By agreeing to channel up to 40 percent of the stimulus through tax cuts, Obama is essentially calling the GOP's bluff. He's saying, "You guys are making a principled argument that tax cuts can be a more efficient way to stimulate the economy. I'm accepting that argument in large part. So rather than spend a lot of money helping low- and middle-income people, I'm going to get that money to them via tax cuts."

At which point he's kind of backed them into a corner. If the GOP accepts, then great. If they turn around and say, "Well, when we said tax cuts, we actually meant tax cuts for wealthy people, not for low- and middle-income people," then it becomes blindingly obvious that they weren't making a principled argument at all. They were trying to shake Obama down on behalf of their rich cronies.

-- NOAM SCHEIBER

Anybody else miss out on the shopping gene? Other people who are not Keira Knightley seem to enjoy it, though. Now that my kids are getting older -- they turn 13 in a couple of weeks -- they are showing signs that it only skipped a generation, which is how I wound up spending my Friday night at the Montgomery Mall. And seeing for myself what deep trouble we are in: No one was there, shoppers or salespeople, to the point that I began to have horror-flick fantasies. (Oh no, it's the Rapture and we've been left behind at the Montgomery Mall? How humiliating.) Because no one can afford new inventory, it was also like a visit to the Island of Misfit Toys (and Sweaters) -- with everything good and pawed over, and prices so marked down that the signs might as well have said, What Were We Thinking? (I saw the same crèche I bought in Assisi a couple of years ago for about 20 times the price, marked down by 50 percent. But even in flush times, what nincompoop was ever going to spend 700 bucks for three plastic wise men?)

-- MELINDA HENNEBERGER

Remember that $9 billion that seems to have simply disappeared into thin air in Iraq?
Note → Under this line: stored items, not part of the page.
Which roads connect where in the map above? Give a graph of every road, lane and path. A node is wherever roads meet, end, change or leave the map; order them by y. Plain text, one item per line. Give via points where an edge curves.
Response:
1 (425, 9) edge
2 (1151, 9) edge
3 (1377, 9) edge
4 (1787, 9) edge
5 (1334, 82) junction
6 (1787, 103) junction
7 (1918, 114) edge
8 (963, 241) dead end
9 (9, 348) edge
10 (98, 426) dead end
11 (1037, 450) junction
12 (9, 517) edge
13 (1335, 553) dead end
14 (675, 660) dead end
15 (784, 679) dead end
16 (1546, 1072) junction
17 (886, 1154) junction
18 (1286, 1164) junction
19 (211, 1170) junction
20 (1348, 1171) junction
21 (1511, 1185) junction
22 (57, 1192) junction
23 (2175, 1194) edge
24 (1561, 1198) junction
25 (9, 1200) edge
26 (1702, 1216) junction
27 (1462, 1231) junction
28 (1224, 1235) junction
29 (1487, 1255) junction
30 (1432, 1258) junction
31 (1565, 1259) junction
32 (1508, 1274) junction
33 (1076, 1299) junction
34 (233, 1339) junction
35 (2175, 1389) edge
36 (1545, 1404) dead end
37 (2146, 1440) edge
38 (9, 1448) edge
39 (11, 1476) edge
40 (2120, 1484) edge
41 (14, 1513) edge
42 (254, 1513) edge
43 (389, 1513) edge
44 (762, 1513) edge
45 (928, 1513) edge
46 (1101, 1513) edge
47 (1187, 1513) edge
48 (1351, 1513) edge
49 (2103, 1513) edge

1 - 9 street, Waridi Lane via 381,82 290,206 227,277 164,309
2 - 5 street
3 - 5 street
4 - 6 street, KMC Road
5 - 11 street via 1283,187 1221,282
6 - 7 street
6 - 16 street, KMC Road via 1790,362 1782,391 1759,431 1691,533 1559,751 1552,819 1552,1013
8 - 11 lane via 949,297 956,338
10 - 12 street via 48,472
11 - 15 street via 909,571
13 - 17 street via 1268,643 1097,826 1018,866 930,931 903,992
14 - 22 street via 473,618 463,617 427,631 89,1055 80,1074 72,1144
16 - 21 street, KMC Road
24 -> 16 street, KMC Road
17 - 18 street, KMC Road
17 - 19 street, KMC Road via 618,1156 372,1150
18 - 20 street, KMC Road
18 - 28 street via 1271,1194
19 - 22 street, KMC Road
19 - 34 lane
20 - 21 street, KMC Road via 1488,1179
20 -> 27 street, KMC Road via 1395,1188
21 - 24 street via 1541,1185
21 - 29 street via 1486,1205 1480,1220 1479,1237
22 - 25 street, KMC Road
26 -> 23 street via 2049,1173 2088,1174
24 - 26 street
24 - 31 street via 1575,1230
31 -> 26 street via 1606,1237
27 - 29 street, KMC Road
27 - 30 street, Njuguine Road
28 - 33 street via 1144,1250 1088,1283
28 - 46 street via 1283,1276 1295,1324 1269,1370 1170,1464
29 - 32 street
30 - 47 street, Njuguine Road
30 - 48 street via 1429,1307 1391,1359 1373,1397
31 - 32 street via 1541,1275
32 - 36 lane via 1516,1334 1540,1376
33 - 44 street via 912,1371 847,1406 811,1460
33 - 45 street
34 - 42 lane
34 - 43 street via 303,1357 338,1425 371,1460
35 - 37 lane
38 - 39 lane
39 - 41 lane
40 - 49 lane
Add another $25 billion to the money the Bush Administration has just pissed away through incompetence, in this case by failing to implement recommendations made by Inspectors General.

Just two more weeks of suffering under the epic incompetence of the "MBA President."

-- EMPTYWHEEL

The longer I observe the neocons the more I realize that for many of them, war is a natural state of being, even a vocation. Some actually view a martial society as more noble than a peaceful one, and believe in war as both morally good and socially beneficial. I am much more interested in conservatism as a temperament that recoils from violence, rather than being attracted to it. And while I see war as a necessary evil, I have been forced by the Iraq debacle into a much better grasp of its limits and its potential for catastrophe. Others seem emboldened by an occupation they are now declaring a "success."

-- ANDREW SULLIVAN

By reaching outside the intelligence community and picking Leon Panetta for CIA chief, Barack Obama is sending a signal that he is not going to put up with the kind of nonsense that went on at the agency when George Bush was president.

The war carried out by partisans at the CIA where leaking classified information to undermine policy as well as attempting to defeat the president at the polls in 2004 will not be repeated under the leadership of Panetta, of that you can be certain.

This is a good, smart choice by Obama.The stated reasons -– Panetta was not involved in the rendition or torture programs -– are good, sound reasons but beyond that, Panetta was known both at OMB where he was director and at the White House where he was chief of staff as a ferocious in-fighter. Obama needs a bulldog at Langely if he is going to be free of the poisonous antagonism that made the relationship between the intelligence agencies and Bush so dysfunctional. Plus, Panetta will clearly be seen as "The President’s Man" -- a perception that will come in handy for both men.